There are no practical optics capable of being frequency modulated.
Lasers by defininition can't be frequency modulated.
The use of AM versus FM has nothing to do with "precision".
You have no clue what modulation is.
"This paper proposes a scheme for the generation of optical frequency
modulation (FM) signals through direct modulation and injection locking
of semiconductor lasers. The method is simple and effective. The
amplitude modulation of the AM-FM optical carrier generated through
direct modulation can be drastically reduced by an injection-locked
semiconductor laser. For this purpose, the AM limiting property of the
injection-locked semiconductor laser has been investigated
theoretically in detail.
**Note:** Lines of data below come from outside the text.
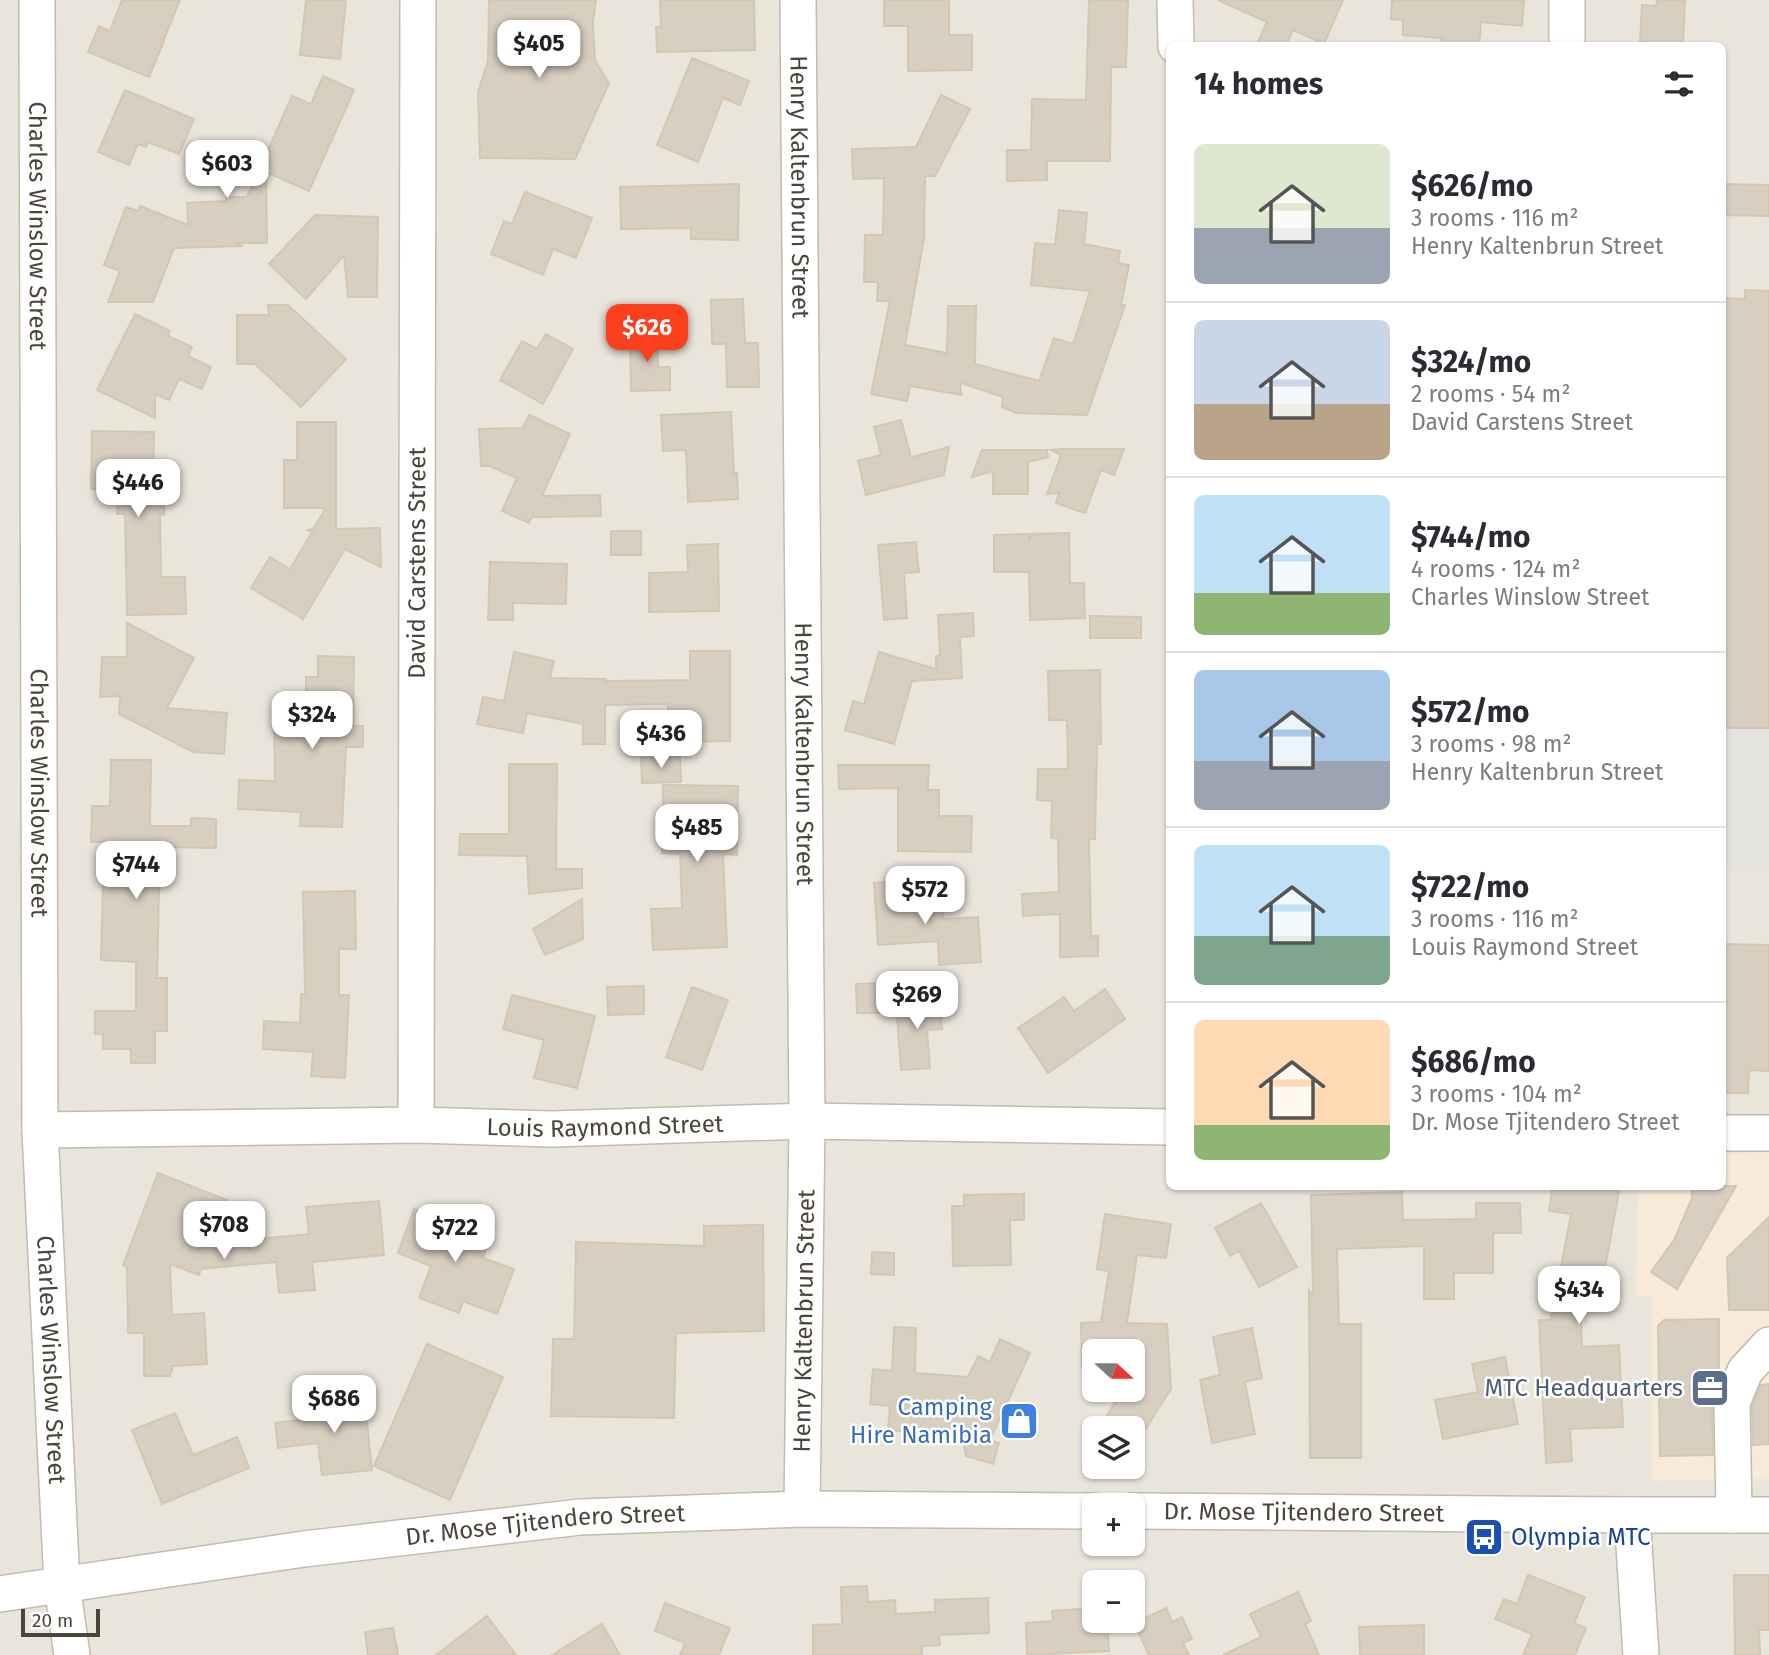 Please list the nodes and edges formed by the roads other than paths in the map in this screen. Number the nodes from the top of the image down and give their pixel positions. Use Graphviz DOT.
graph roads {
  1 [pos="37,0"];
  2 [pos="418,0"];
  3 [pos="798,0"];
  4 [pos="1175,0"];
  5 [pos="1567,0"];
  6 [pos="1175,42"];
  7 [pos="1567,42"];
  8 [pos="807,1121"];
  9 [pos="416,1125"];
  10 [pos="1166,1127"];
  11 [pos="40,1130"];
  12 [pos="1726,1133"];
  13 [pos="1769,1133"];
  14 [pos="1769,1345"];
  15 [pos="802,1509"];
  16 [pos="1082,1511"];
  17 [pos="1145,1511"];
  18 [pos="1632,1515"];
  19 [pos="1734,1515"];
  20 [pos="1769,1515"];
  21 [pos="62,1585"];
  22 [pos="0,1594"];
  23 [pos="72,1655"];
  24 [pos="1641,1655"];
  1 -- 11 [label="street, Charles Winslow Street"];
  2 -- 9 [label="street, David Carstens Street"];
  3 -- 8 [label="street, Henry Kaltenbrun Street"];
  4 -- 6 [label="street"];
  5 -- 7 [label="street"];
  8 -- 9 [label="street, Louis Raymond Street"];
  8 -- 10 [label="street, Louis Raymond Street"];
  8 -- 15 [label="street, Henry Kaltenbrun Street"];
  9 -- 11 [label="street, Louis Raymond Street"];
  11 -- 21 [label="street, Charles Winslow Street"];
  12 -- 13 [label="street"];
  14 -- 19 [label="street"];
  15 -- 16 [label="street, Dr. Mose Tjitendero Street"];
  15 -- 21 [label="street, Dr. Mose Tjitendero Street"];
  17 -- 18 [label="street, Dr. Mose Tjitendero Street"];
  18 -- 19 [label="street, Dr. Mose Tjitendero Street"];
  18 -- 24 [label="street"];
  19 -- 20 [label="street, Dr. Mose Tjitendero Street"];
  21 -- 22 [label="street, Dr. Mose Tjitendero Street"];
  21 -- 23 [label="street, Charles Winslow Street"];
}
The FM index and the second harmonic
distortion of the resulting FM signal at the output of the AM limiter
has also been calculated."
"FM laser operation" is a rather unusual type of laser operation
discovered by Steve Harris in the early 1960s in which an intracavity
phase modulator that is tuned a small amount away from the exact axial
mode spacing of the laser causes the laser to operate in a purely
frequency modulated (FM) manner, with the axial modes locked together
in a classic Bessel-function frequency modulated spectrum."
"FM laser operation is thus quite different in character from the
better known "FM mode-locked" type of operation which produces short
mode-locked output pulses, although FM laser operation can easily be
converted into FM mode locked (i.e., pulsed) operation in the same
laser simply by tuning the intracavity phase modulation frequency more
or less exactly to the axial mode spacing frequency."
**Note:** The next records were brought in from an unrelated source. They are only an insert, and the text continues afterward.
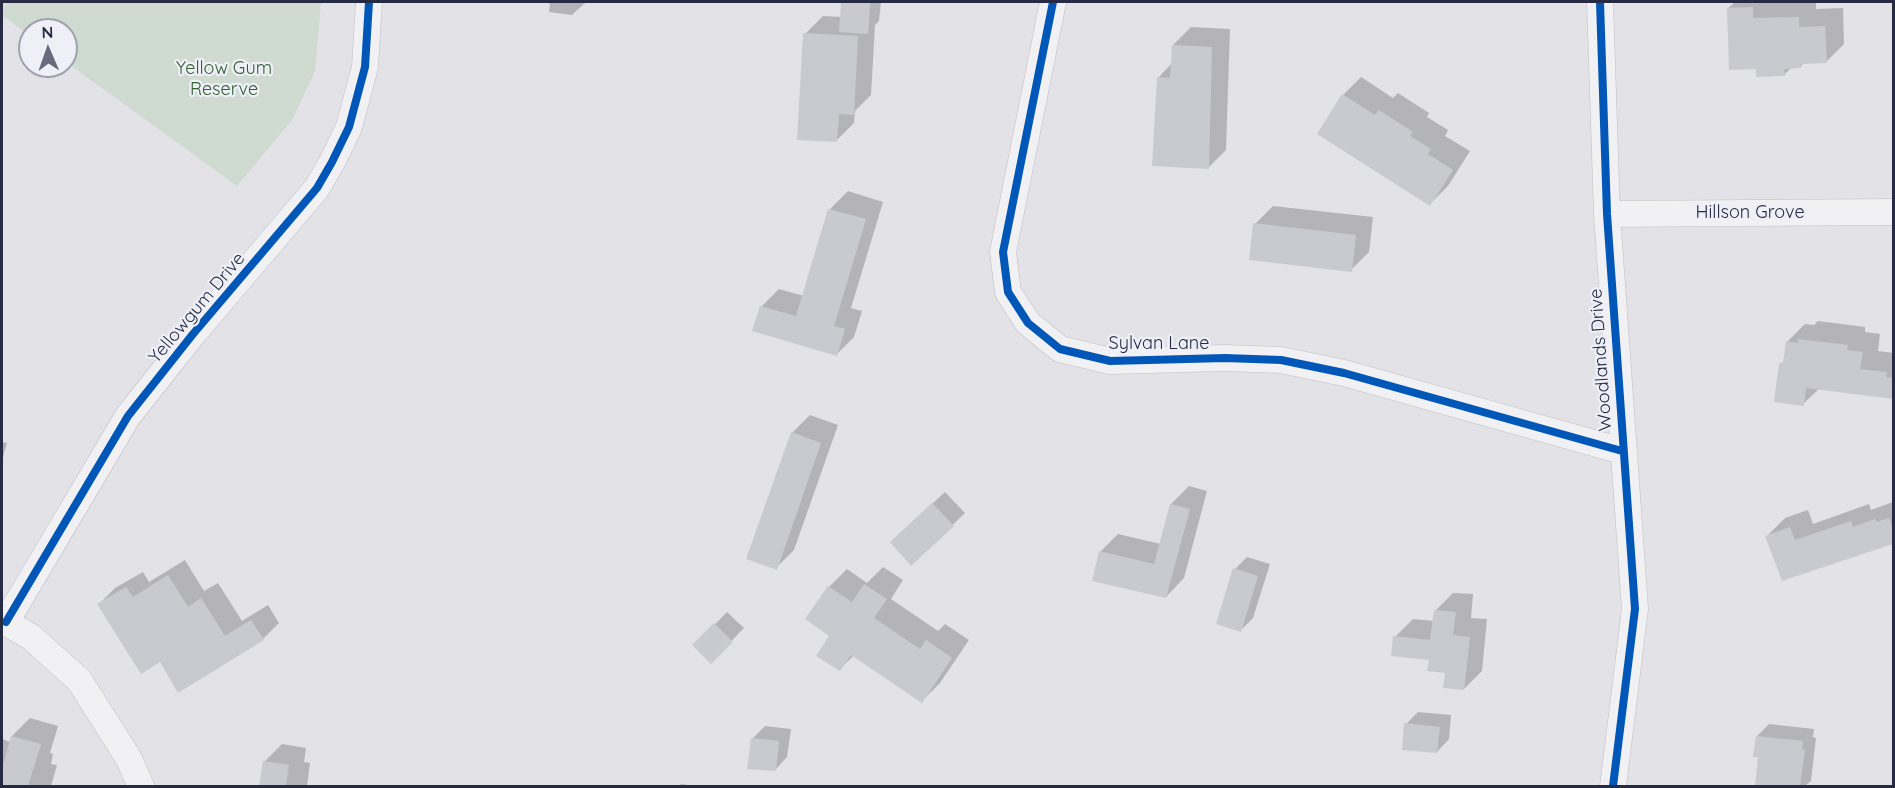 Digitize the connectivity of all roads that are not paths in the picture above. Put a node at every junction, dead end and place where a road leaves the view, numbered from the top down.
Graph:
1 (369, 2) edge
2 (1053, 2) edge
3 (1600, 2) edge
4 (1893, 212) edge
5 (1607, 214) junction
6 (1622, 451) junction
7 (4, 621) edge
8 (141, 786) edge
9 (1613, 786) edge

1 - 7 street, Yellowgum Drive
2 - 6 street, Sylvan Lane
3 - 5 street, Woodlands Drive
4 - 5 street, Hillson Grove
5 - 6 street, Woodlands Drive
6 - 9 street, Woodlands Drive
7 - 8 street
"FM laser operation can be of some interest and possibly even some
practical application in situations -- such as perhaps in broadband
fiber lasers -- where one wants to create a very wide "comb" spectrum
with known and coherent phases between the individual spectral
components of the comb, while at the same time avoiding nonlinear or
other problems that may be associated with a short-pulse type of
"Unfortunately, recent experiments seem to show that although a very
broadband type of FM laser operation can easily be achieved in a fiber
laser, the resulting oscillation spectrum can also be quite noisy. The
noise fluctuations in this case are associated with the fact that the
oscillation spectrum in an FM laser only converges quite slowly to the
desired FM-laser steady-state spectrum when the phase modulator is
first turned on, or only slowly converges back to steady-state
following any transient disturbances in the laser."
"Using the Maxwell-Bloch equations, we have studied dynamics associated
with an electro-optically tunable laser modulated by a sinusoidal
signal with a frequency near the cavity free spectral range. We find
that FM modelocking may occur when a higher order FM mode acquires the
lowest threshold. For short-cavity lasers, the pulse waveform at
modelocking is complicated, and unlike the simple Gaussian shape
suggested by previous studies. In order to explain instability observed
in laser FM operation, we develop a linear stability analysis for the
lasing FM mode. Our analysis shows that this type of instability is
attributed to mode competition and to laser relaxation dynamics. We
then confirm these analytic results by numerical simulations. "
"This work presents a novel phase-amplitude-modulation principle of
active ranging and its application to laser ranging and
vibrodiagnostics. An exact theoretical description of the proposed
technique is given. Based on the developed theoretical model we present
a laser-phase-amplitude-modulation vibrometer and a simple system for
measurements of the length of optical fibers as practical applications
of phase-amplitude-modulation technique. Both systems have been
assembled and successfully tested. In the last chapter we present a
wide-band phase-amplitude-modulation technique and its application to
active ranging. Experimental results being obtained during experiments
promise that both developed systems might be a serious alternative to
all existing similar systems due to its low cost and simple assembly."